AUSTIN, Texas — The City of Austin has partnered with the Downtown Austin Alliance to hold its fourth open house for the "Our Congress Avenue" project.
The team handling project has developed designs for Congress Avenue from Riverside Drive to the Capitol.
After taking in feedback from the community, a recommended concept has been developed. The draft recommendation shows improvements focused on more pedestrian spaces, protected bicycle/scooter lanes and various modifications to vehicle lanes.
“The Downtown Austin Alliance is excited about the future of Austin’s most iconic street,” Michele Van Hyfte, Vice President Urban Design at Downtown Austin Alliance, said. “For many years, we have supported the creation of the vision for Congress Avenue and are pleased to present this design concept in partnership with the City of Austin. The Downtown Austin Alliance looks forward to helping make it a reality.”
The proposed changes reduce car lanes on Congress Ave. by at least one lane and reduce some street parking.
Instead, it wants to add a lane for bikes and scooters, along with larger sidewalks.
On the Congress Ave. Bridge, a barrier would separate bikes and scooters.
"That also protects the pedestrians better than they are now," David Taylor, project manager with the city's public works departments, said. "Where they can currently take one bad step and be in front of a car going 45 miles an hour."
The city said there is no way to expand the avenue's right of way or bridge. That's one of the reasons it's not adding car lanes.
"We see a future in which the traffic on Congress Avenue moves in various modes," Taylor said. "Pedestrians can already travel faster than cars can during rush hour in the evening."
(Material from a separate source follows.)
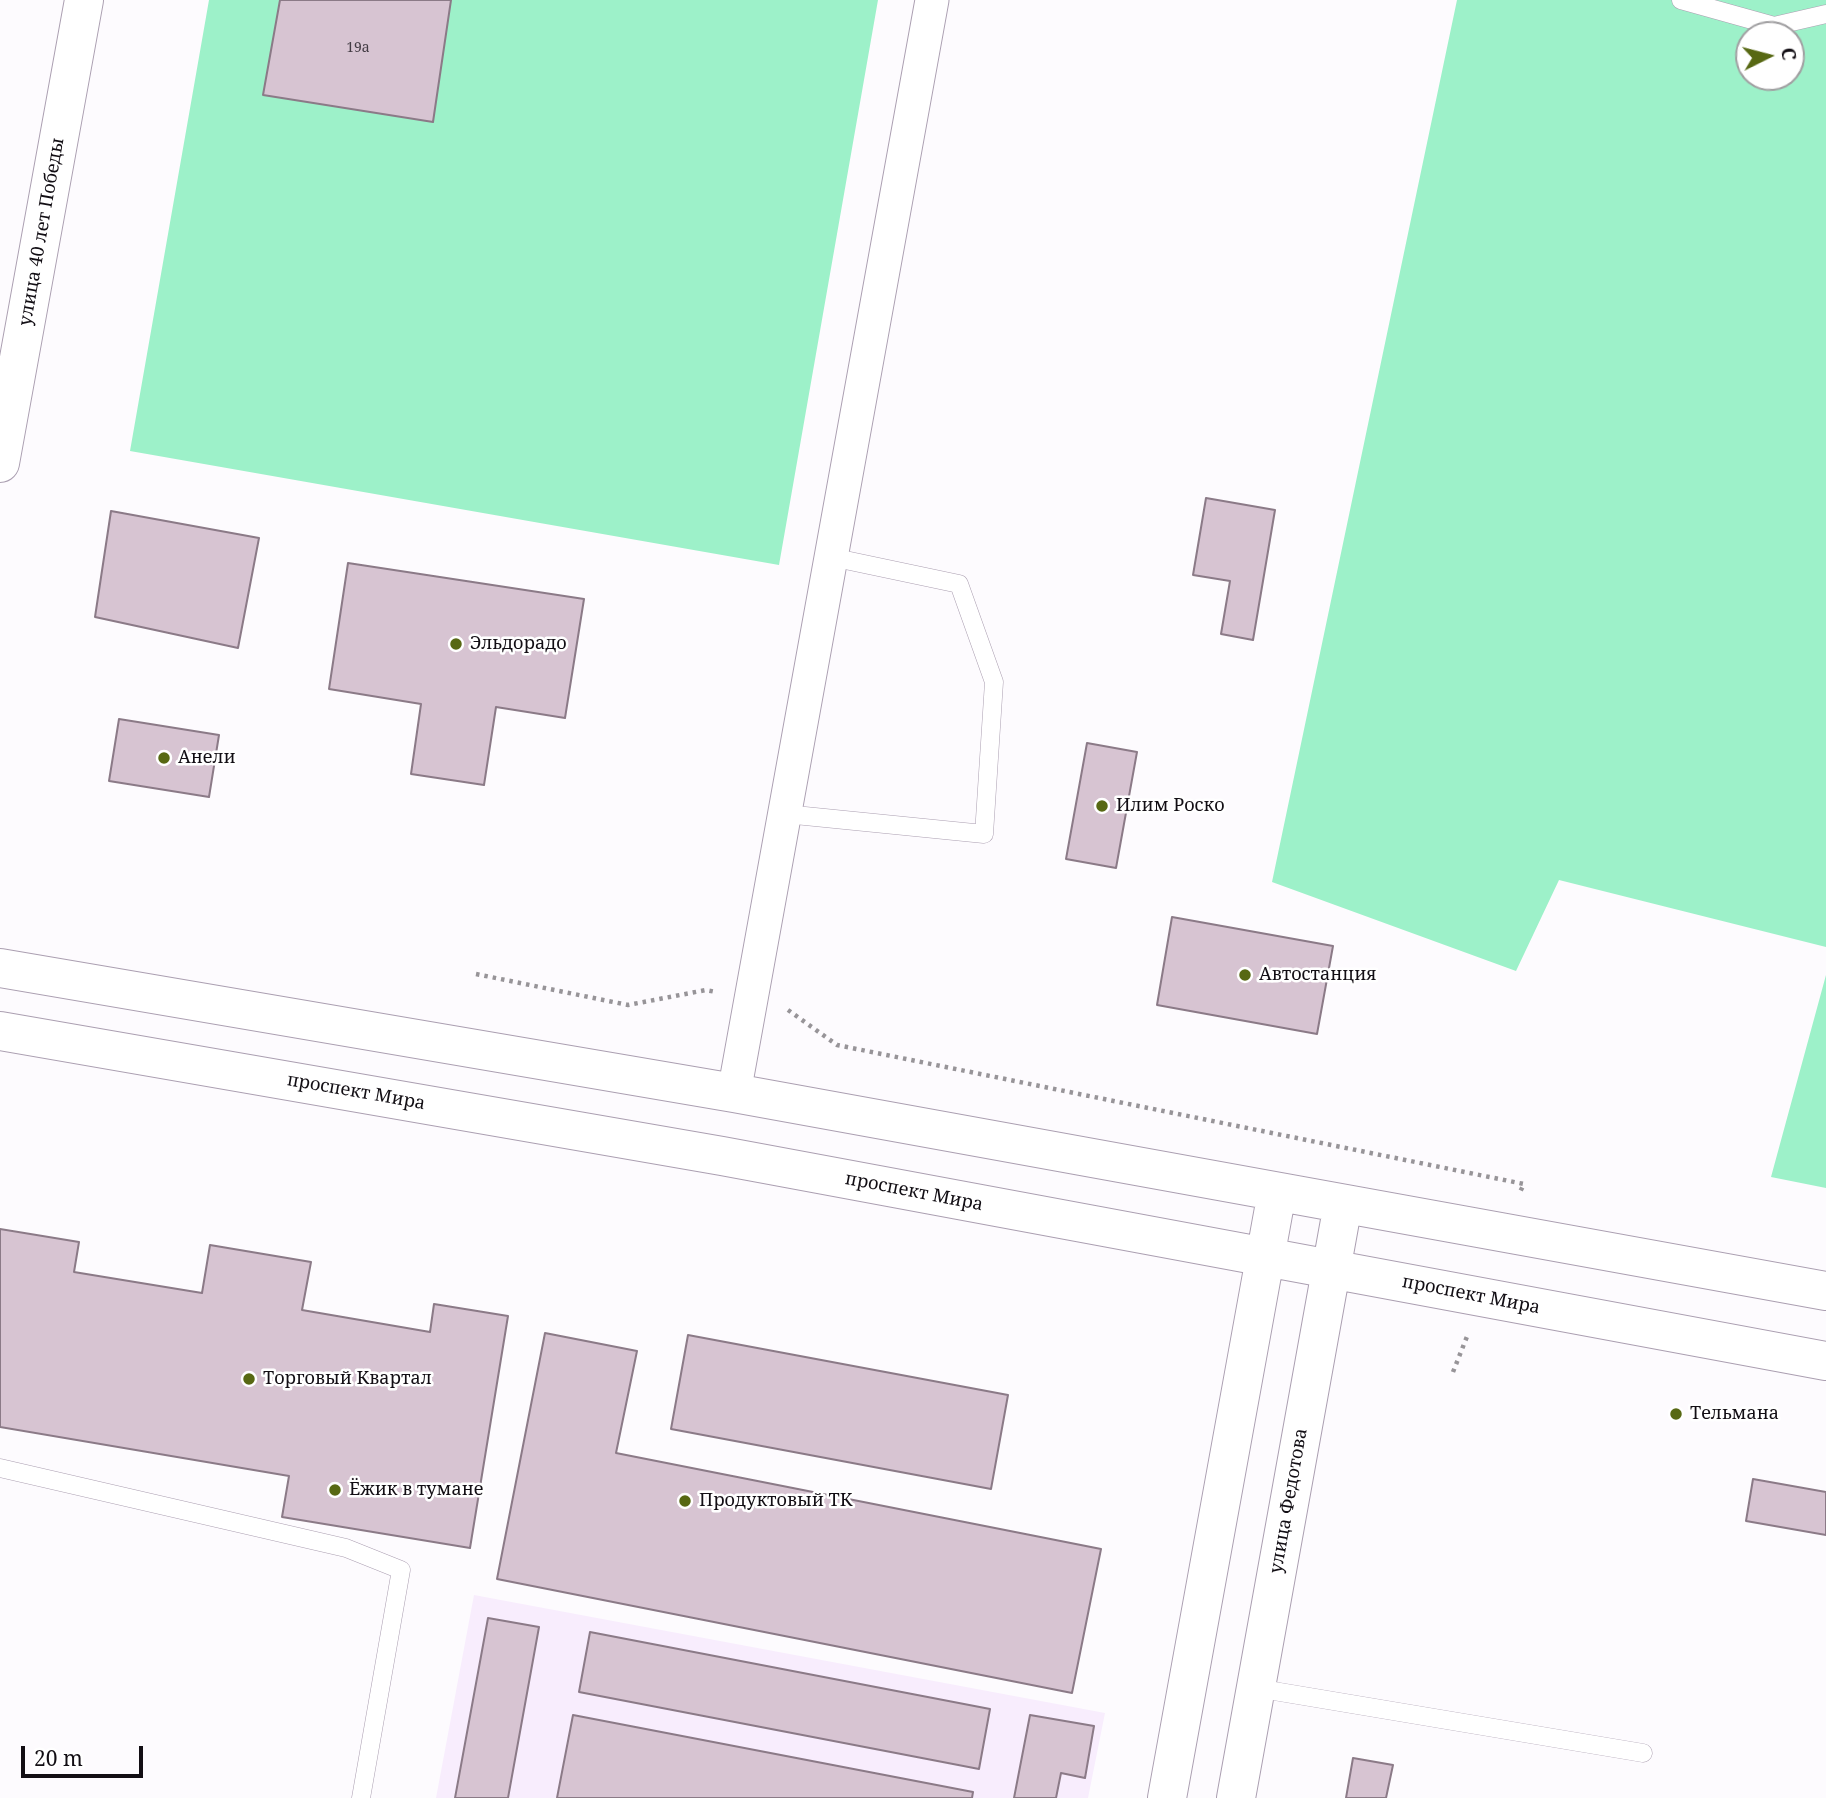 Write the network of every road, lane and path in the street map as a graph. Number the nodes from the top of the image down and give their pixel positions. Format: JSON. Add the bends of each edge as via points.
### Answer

KVUE talked to a couple storefront retailers: Kruger's Diamond Jewelers and Consuela's, a handbag business.
David Kruger, the owner of the jewelry store, said he loves being on Congress Avenue, but the proposed changes would hurt business.
"If 10 people walk into my store," he said. "I get 12 complaints about parking."
However, Nina Dominguez, the store manager of Consuela's, said more pedestrian walkways could bring more people in.
"We love where we are, and if there's opportunity get more people down on this side of Congress, we would absolutely welcome that," Dominguez said.
Kruger said the reality is, people are driving downtown.
"If you make it that much more difficult on them to have driven here to find parking just to travel around downtown, then guess what? They're not going to come downtown anymore," Kruger said.
These changes would cost about $70 million.
Construction still needs to be funded and plans approved by city council.
That approval could be early this summer.
The Tuesday morning open house to present the plans ran from 7:15 a.m. to 9 a.m. with a second event held from 5 p.m. to 7 p.m.